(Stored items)
• • • • • • •

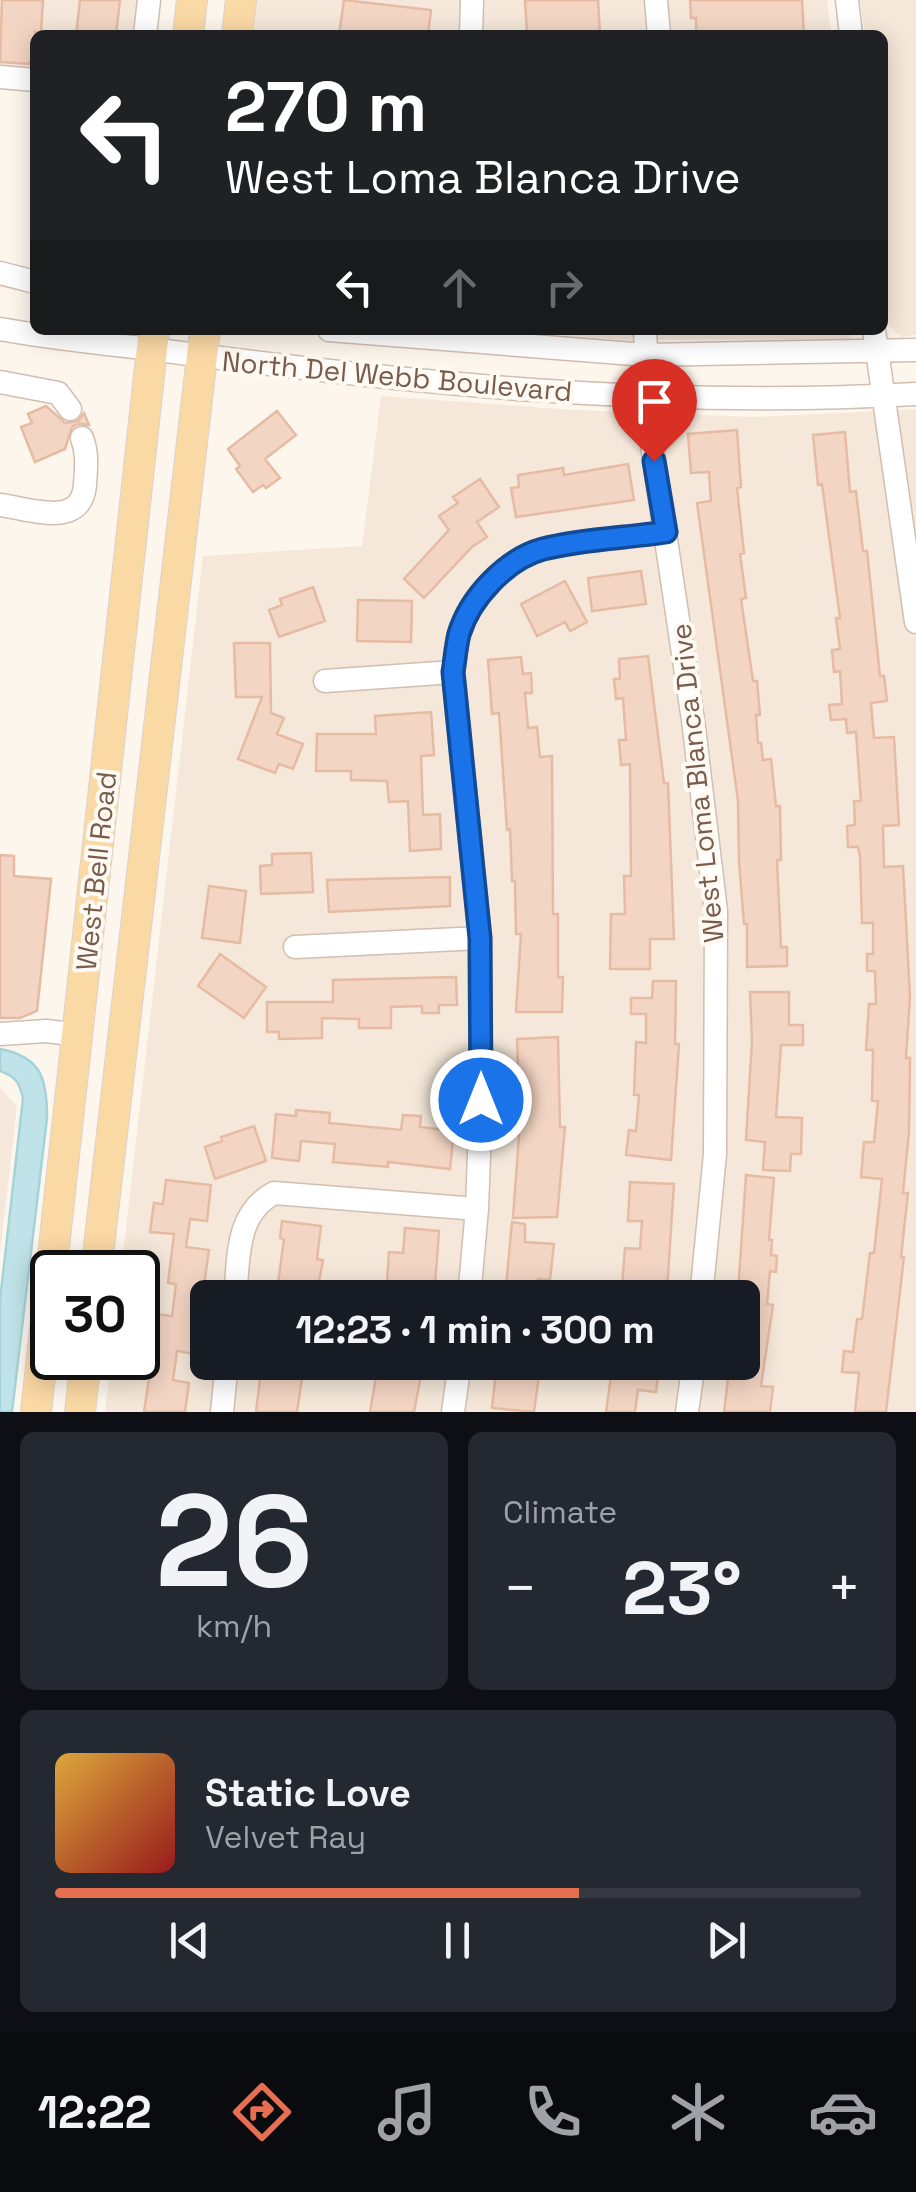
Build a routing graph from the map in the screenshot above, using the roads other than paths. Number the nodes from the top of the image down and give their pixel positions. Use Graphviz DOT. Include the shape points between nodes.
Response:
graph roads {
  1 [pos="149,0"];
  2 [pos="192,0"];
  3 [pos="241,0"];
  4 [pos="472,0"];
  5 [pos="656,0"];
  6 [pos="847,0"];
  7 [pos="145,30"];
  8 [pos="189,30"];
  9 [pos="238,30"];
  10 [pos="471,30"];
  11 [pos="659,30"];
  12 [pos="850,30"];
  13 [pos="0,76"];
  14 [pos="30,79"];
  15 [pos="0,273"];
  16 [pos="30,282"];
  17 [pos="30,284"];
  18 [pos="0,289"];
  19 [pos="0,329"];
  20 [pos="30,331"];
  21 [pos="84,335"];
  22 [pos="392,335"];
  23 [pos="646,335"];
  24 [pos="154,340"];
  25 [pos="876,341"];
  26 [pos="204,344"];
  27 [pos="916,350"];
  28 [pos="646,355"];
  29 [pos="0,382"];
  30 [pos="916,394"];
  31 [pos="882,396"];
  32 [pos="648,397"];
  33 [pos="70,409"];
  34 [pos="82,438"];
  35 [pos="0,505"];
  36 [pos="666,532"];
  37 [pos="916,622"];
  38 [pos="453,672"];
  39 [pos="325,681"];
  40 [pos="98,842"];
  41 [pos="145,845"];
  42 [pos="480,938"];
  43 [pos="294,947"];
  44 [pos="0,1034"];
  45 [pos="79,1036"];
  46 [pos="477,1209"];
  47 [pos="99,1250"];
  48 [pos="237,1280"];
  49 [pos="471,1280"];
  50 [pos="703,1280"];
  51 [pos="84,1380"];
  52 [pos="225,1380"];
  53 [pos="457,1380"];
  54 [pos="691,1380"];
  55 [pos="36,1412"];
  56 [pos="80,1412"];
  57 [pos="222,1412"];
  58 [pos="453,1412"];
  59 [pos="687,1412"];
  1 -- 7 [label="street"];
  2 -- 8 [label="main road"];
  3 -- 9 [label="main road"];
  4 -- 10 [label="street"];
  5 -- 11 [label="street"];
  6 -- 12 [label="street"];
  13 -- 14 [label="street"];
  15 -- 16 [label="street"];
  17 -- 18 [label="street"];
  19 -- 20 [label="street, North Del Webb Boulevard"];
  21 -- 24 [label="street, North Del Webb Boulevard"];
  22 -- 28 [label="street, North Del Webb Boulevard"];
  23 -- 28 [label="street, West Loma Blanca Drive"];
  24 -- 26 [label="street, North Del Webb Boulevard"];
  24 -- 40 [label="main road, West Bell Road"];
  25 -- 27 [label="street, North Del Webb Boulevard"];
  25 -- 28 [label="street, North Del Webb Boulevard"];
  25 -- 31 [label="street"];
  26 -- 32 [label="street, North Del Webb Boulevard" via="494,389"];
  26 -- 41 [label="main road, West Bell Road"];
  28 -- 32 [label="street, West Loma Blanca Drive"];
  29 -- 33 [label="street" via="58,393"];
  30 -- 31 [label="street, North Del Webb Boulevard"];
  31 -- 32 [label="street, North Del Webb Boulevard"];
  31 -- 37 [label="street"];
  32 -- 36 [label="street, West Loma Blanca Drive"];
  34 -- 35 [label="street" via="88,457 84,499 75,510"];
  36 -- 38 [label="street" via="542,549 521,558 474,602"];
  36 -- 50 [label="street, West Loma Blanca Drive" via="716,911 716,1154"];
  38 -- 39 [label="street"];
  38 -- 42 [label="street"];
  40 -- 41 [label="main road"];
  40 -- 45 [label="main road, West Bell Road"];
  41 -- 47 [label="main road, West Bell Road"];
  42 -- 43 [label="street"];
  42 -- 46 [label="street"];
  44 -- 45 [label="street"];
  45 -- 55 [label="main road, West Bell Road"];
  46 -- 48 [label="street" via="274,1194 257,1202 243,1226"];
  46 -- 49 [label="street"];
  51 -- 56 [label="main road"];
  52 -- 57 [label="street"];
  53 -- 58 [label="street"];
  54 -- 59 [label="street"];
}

• • • • • • •

*Exercise:*
Could you write out all the records exactly, without the pictures?

*Solution to this task:*
Build a routing graph from the map in the screenshot above, using the roads other than paths. Number the nodes from the top of the image down and give their pixel positions. Use Graphviz DOT. Include the shape points between nodes.
Response:
graph roads {
  1 [pos="149,0"];
  2 [pos="192,0"];
  3 [pos="241,0"];
  4 [pos="472,0"];
  5 [pos="656,0"];
  6 [pos="847,0"];
  7 [pos="145,30"];
  8 [pos="189,30"];
  9 [pos="238,30"];
  10 [pos="471,30"];
  11 [pos="659,30"];
  12 [pos="850,30"];
  13 [pos="0,76"];
  14 [pos="30,79"];
  15 [pos="0,273"];
  16 [pos="30,282"];
  17 [pos="30,284"];
  18 [pos="0,289"];
  19 [pos="0,329"];
  20 [pos="30,331"];
  21 [pos="84,335"];
  22 [pos="392,335"];
  23 [pos="646,335"];
  24 [pos="154,340"];
  25 [pos="876,341"];
  26 [pos="204,344"];
  27 [pos="916,350"];
  28 [pos="646,355"];
  29 [pos="0,382"];
  30 [pos="916,394"];
  31 [pos="882,396"];
  32 [pos="648,397"];
  33 [pos="70,409"];
  34 [pos="82,438"];
  35 [pos="0,505"];
  36 [pos="666,532"];
  37 [pos="916,622"];
  38 [pos="453,672"];
  39 [pos="325,681"];
  40 [pos="98,842"];
  41 [pos="145,845"];
  42 [pos="480,938"];
  43 [pos="294,947"];
  44 [pos="0,1034"];
  45 [pos="79,1036"];
  46 [pos="477,1209"];
  47 [pos="99,1250"];
  48 [pos="237,1280"];
  49 [pos="471,1280"];
  50 [pos="703,1280"];
  51 [pos="84,1380"];
  52 [pos="225,1380"];
  53 [pos="457,1380"];
  54 [pos="691,1380"];
  55 [pos="36,1412"];
  56 [pos="80,1412"];
  57 [pos="222,1412"];
  58 [pos="453,1412"];
  59 [pos="687,1412"];
  1 -- 7 [label="street"];
  2 -- 8 [label="main road"];
  3 -- 9 [label="main road"];
  4 -- 10 [label="street"];
  5 -- 11 [label="street"];
  6 -- 12 [label="street"];
  13 -- 14 [label="street"];
  15 -- 16 [label="street"];
  17 -- 18 [label="street"];
  19 -- 20 [label="street, North Del Webb Boulevard"];
  21 -- 24 [label="street, North Del Webb Boulevard"];
  22 -- 28 [label="street, North Del Webb Boulevard"];
  23 -- 28 [label="street, West Loma Blanca Drive"];
  24 -- 26 [label="street, North Del Webb Boulevard"];
  24 -- 40 [label="main road, West Bell Road"];
  25 -- 27 [label="street, North Del Webb Boulevard"];
  25 -- 28 [label="street, North Del Webb Boulevard"];
  25 -- 31 [label="street"];
  26 -- 32 [label="street, North Del Webb Boulevard" via="494,389"];
  26 -- 41 [label="main road, West Bell Road"];
  28 -- 32 [label="street, West Loma Blanca Drive"];
  29 -- 33 [label="street" via="58,393"];
  30 -- 31 [label="street, North Del Webb Boulevard"];
  31 -- 32 [label="street, North Del Webb Boulevard"];
  31 -- 37 [label="street"];
  32 -- 36 [label="street, West Loma Blanca Drive"];
  34 -- 35 [label="street" via="88,457 84,499 75,510"];
  36 -- 38 [label="street" via="542,549 521,558 474,602"];
  36 -- 50 [label="street, West Loma Blanca Drive" via="716,911 716,1154"];
  38 -- 39 [label="street"];
  38 -- 42 [label="street"];
  40 -- 41 [label="main road"];
  40 -- 45 [label="main road, West Bell Road"];
  41 -- 47 [label="main road, West Bell Road"];
  42 -- 43 [label="street"];
  42 -- 46 [label="street"];
  44 -- 45 [label="street"];
  45 -- 55 [label="main road, West Bell Road"];
  46 -- 48 [label="street" via="274,1194 257,1202 243,1226"];
  46 -- 49 [label="street"];
  51 -- 56 [label="main road"];
  52 -- 57 [label="street"];
  53 -- 58 [label="street"];
  54 -- 59 [label="street"];
}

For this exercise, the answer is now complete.